Exercise directions
Return the lines below that contain the word "Giuseppe".

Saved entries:
○ ○ ○ ○ ○

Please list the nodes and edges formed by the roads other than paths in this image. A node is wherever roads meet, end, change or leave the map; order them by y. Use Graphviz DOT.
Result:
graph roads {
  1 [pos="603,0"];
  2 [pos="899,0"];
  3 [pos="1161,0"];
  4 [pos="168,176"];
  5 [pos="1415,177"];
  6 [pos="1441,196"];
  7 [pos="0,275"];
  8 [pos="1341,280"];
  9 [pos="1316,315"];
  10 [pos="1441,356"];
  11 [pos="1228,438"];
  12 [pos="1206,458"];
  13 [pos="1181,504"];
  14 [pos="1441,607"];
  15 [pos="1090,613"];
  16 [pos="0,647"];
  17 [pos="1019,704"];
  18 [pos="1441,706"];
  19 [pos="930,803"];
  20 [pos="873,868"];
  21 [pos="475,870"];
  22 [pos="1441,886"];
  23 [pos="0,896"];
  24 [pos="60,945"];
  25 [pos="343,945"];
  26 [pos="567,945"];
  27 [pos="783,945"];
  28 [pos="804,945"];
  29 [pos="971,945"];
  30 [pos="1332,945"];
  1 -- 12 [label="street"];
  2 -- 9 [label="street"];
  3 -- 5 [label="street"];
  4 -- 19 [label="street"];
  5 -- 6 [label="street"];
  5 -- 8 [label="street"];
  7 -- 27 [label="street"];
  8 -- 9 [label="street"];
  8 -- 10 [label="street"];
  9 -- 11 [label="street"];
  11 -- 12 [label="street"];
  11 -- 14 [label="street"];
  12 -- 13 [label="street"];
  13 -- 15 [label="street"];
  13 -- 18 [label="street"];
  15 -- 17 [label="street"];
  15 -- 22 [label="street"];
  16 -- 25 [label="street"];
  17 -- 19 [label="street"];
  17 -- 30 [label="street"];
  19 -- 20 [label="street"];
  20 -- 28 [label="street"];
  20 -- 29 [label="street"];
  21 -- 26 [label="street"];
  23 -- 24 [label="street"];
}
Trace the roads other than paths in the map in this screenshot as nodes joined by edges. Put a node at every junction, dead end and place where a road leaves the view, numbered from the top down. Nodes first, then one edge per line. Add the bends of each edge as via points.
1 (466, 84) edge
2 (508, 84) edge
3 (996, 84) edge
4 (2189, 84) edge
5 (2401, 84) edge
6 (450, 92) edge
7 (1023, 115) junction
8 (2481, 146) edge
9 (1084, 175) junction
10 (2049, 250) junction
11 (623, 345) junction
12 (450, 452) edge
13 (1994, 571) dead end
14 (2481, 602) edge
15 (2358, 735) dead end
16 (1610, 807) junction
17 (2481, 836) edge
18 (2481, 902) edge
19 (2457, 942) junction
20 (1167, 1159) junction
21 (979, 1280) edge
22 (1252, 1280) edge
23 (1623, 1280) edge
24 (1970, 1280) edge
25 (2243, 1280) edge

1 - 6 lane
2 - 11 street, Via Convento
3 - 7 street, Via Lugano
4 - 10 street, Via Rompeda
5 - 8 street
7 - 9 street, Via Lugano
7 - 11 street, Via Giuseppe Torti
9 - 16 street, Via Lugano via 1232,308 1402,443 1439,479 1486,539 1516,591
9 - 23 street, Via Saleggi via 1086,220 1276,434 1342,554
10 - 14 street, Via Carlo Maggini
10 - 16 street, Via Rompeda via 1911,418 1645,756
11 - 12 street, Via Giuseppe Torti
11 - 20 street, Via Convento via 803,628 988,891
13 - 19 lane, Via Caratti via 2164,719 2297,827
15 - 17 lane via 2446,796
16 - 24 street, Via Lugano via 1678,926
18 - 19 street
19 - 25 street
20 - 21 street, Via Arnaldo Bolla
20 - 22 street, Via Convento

○ ○ ○ ○ ○

Your response
7 - 11 street, Via Giuseppe Torti
11 - 12 street, Via Giuseppe Torti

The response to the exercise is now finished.